• EXERCISE GOAL
Match the string "Blount" against each line below, and copy every line that matches.

[Collected data entries]

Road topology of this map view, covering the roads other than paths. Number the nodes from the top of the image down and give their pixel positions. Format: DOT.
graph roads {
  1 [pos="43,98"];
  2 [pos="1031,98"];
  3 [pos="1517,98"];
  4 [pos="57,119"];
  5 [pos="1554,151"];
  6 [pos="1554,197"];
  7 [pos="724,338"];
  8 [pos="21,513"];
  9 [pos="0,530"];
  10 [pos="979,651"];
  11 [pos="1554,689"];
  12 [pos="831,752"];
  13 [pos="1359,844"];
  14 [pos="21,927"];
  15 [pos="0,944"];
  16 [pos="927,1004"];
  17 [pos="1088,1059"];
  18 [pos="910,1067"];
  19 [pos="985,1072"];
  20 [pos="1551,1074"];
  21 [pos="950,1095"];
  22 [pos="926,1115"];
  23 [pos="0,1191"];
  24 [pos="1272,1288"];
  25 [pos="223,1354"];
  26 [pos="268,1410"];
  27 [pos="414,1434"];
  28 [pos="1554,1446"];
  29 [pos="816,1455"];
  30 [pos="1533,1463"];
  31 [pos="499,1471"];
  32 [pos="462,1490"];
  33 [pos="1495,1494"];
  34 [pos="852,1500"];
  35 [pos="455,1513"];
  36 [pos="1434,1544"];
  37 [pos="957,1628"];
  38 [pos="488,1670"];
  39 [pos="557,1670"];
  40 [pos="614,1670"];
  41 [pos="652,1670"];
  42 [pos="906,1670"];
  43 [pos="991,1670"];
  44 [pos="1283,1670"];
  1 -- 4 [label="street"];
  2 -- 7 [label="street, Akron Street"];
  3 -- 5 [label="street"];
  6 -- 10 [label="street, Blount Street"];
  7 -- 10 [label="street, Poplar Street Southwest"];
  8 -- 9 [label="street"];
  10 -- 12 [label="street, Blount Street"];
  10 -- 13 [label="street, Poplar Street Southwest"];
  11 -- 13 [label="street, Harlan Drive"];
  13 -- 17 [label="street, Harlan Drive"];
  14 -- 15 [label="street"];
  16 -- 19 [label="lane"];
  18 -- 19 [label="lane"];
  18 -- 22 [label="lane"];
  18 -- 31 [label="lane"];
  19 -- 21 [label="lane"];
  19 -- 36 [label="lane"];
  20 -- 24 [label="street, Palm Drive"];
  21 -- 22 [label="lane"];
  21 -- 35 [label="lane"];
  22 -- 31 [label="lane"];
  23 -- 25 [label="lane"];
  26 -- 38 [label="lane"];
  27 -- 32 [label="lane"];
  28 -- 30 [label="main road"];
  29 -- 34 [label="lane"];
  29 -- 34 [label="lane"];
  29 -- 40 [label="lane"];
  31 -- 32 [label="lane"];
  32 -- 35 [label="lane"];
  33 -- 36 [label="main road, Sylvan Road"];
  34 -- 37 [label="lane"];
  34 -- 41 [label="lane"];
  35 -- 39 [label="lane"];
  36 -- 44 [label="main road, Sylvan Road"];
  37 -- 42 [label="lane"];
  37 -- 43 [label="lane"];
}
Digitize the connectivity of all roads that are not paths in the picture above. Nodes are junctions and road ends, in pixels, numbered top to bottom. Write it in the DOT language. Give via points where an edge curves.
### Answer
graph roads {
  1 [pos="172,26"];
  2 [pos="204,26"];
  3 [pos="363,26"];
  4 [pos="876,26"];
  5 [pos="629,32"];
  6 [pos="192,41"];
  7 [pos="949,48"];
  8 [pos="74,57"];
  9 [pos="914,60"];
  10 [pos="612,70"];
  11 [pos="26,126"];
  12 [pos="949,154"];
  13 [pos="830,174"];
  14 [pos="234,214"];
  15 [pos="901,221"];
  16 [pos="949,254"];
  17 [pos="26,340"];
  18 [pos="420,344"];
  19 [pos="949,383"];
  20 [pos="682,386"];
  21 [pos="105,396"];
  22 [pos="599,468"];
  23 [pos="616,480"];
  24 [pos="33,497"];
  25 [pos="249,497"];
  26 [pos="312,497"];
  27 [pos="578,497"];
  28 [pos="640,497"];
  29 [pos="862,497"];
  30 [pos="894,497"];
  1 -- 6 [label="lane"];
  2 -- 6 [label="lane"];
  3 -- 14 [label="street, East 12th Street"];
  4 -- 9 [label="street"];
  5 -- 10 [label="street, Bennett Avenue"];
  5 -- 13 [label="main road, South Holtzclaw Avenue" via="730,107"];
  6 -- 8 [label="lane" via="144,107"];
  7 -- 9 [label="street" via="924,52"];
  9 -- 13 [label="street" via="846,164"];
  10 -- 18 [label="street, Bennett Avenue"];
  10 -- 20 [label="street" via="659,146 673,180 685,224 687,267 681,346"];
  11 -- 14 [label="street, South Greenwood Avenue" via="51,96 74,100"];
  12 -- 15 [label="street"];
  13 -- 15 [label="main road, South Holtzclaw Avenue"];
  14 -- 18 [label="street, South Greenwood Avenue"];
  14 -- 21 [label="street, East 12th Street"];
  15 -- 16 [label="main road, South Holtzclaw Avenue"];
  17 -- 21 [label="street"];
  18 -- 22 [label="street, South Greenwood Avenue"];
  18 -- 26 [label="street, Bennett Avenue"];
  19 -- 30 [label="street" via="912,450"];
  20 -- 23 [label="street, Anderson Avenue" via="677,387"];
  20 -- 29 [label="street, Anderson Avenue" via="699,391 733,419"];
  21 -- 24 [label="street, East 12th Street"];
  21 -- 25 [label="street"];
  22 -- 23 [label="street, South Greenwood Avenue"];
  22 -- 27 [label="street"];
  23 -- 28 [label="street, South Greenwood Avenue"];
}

• WRITTEN SOLUTION
  6 -- 10 [label="street, Blount Street"];
  10 -- 12 [label="street, Blount Street"];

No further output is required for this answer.